Quando abbiamo saputo che Rizzoli Lizard avrebbe pubblicato un nuovo libro di Craig Thompson l’hype è scattato in modo del tutto naturale. Per chi, come noi, ha letteralmente adorato ogni pagina di Blankets era abbastanza ovvio aspettarsi un nuovo capolavoro dall’autore statunitense. E possiamo dirvelo senza girarci troppo intorno, questo libro è un altro capolavoro. Ma non come ce lo saremmo aspettati. Infatti tanto è stato immediato e viscerale l’amore per l’opera precedente, tanto l’affetto nei confronti di questa è stato lento, per così dire, cerebrale.

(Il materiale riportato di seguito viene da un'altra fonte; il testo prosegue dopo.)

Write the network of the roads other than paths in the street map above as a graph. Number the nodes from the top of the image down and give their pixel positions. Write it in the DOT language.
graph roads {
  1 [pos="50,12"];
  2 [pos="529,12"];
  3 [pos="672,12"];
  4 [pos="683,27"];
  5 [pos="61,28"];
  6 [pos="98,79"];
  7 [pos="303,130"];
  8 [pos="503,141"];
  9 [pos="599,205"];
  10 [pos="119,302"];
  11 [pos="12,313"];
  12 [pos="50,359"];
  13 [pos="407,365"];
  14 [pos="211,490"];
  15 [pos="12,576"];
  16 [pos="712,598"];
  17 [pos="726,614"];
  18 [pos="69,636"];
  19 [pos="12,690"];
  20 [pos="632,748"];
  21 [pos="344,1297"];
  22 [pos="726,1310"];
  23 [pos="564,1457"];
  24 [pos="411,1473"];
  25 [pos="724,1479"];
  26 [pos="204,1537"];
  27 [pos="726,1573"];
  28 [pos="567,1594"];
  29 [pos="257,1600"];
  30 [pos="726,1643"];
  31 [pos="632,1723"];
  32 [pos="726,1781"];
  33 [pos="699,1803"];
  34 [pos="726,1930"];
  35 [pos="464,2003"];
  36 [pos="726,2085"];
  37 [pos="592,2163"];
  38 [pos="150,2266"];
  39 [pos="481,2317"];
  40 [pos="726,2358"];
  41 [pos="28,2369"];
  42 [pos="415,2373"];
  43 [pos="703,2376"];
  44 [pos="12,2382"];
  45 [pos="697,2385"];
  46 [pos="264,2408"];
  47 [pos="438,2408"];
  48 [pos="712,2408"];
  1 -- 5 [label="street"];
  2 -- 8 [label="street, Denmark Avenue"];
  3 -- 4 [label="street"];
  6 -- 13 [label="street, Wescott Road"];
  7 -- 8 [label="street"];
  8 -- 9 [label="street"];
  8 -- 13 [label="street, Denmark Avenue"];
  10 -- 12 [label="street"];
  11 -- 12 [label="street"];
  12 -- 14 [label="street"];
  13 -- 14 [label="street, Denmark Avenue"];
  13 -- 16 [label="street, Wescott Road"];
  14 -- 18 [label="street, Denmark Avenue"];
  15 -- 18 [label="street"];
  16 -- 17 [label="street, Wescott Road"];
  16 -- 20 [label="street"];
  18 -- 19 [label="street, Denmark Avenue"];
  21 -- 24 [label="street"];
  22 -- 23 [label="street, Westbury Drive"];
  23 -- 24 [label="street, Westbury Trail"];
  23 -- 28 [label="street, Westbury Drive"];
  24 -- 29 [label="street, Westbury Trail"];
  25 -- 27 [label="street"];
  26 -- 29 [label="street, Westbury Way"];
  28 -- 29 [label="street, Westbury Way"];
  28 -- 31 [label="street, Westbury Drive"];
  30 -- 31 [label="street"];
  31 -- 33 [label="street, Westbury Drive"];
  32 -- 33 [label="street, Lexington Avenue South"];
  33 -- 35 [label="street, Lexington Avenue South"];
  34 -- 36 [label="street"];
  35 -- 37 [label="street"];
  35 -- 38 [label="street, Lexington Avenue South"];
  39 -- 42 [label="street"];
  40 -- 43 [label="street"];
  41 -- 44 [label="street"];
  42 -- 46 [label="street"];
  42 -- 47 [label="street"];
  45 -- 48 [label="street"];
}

Ginseng Roots è un’opera radicalmente differente da Blankets. Blankets, salutata, tra gli altri, dal Premio Strega Nicola Lagioia come uno “dei grandi capolavori della narrativa degli ultimi vent’anni”, era una sublime storia di formazione dell’autore protagonista del suo stesso racconto. Qui il set è più o meno lo stesso anche se il “nostro” protagonista è cresciuto rispetto all’opera precedente. Ma la vera differenza non è questa, se Blankets era una storia intima e personale, Ginseng Roots è una storia corale e (auto)biografica della complessità etnica e sociale di una buona fetta degli Stati Uniti d’America. Attraverso l’esplicazione, anche molto dettagliata, pagina dopo pagina della coltivazione del ginseng (per altro si imparano un sacco di cose su questa formidabile pianta) Thompson presenta persone e personaggi che hanno punteggiato la propria vita, ergendoli a icone della storia americana ma senza mai far perdere loro un briciolo di umanità.
Come si può evincere dalle nostre foto in Ginseng Roots la dominanza cromatica è rappresentato dal nero delle figure e, soprattutto, dal rosso delle piante del ginseng, che non punteggiano solo gli scenari dell’opera ma ne segnano anche l’ideologia e l’ispirazione. Con una narrativa che, costantemente, va avanti e indietro nel tempo la lettura rispetto a Blankets è certamente più ardua, con momenti più spezzati e tanto, tantissimo testo da leggere. All’inizio questa scelta ci aveva fatto se non storcere quantomeno alzare più di un sopracciglio (stile Carletto Ancelotti), solo dopo aver terminato la storia abbiamo compreso quanto tale scelta sia stata azzeccata.
Pagina dopo pagina abbiamo capito come Thompson invece di ripetere la formula di successo di Blankets sia andato ancora più in profondità nel suo metodo narrativo, occupandosi della storia del proprio Paese “tradotta” tramite la coltivazione della pianta del ginseng. Una pianta che viene dalla Cina ma che era già conosciuta dalle popolazioni autoctone dell’America. Così la storia dei due fratelli che lavorano i campi si mescola con la Storia con la “s” maiuscola degli Stati Uniti e la trama si apre a temi “politici” come l’immigrazione, la guerra del Vietnam e quella in Corea e la religione. Craig Thompson insomma, pur cambiando tutto, non sbaglia niente e ci fa innamorare di nuovo, con una qualità intrinseca dei disegni, tra l’altro, che migliora ancora rispetto a Blankets. Inutile dirvi che, se fossimo in voi, correremmo in fumetteria a pigliarne una copia. Anzi due, se volete bene a qualcuno e volete farle/gli un bel regalo.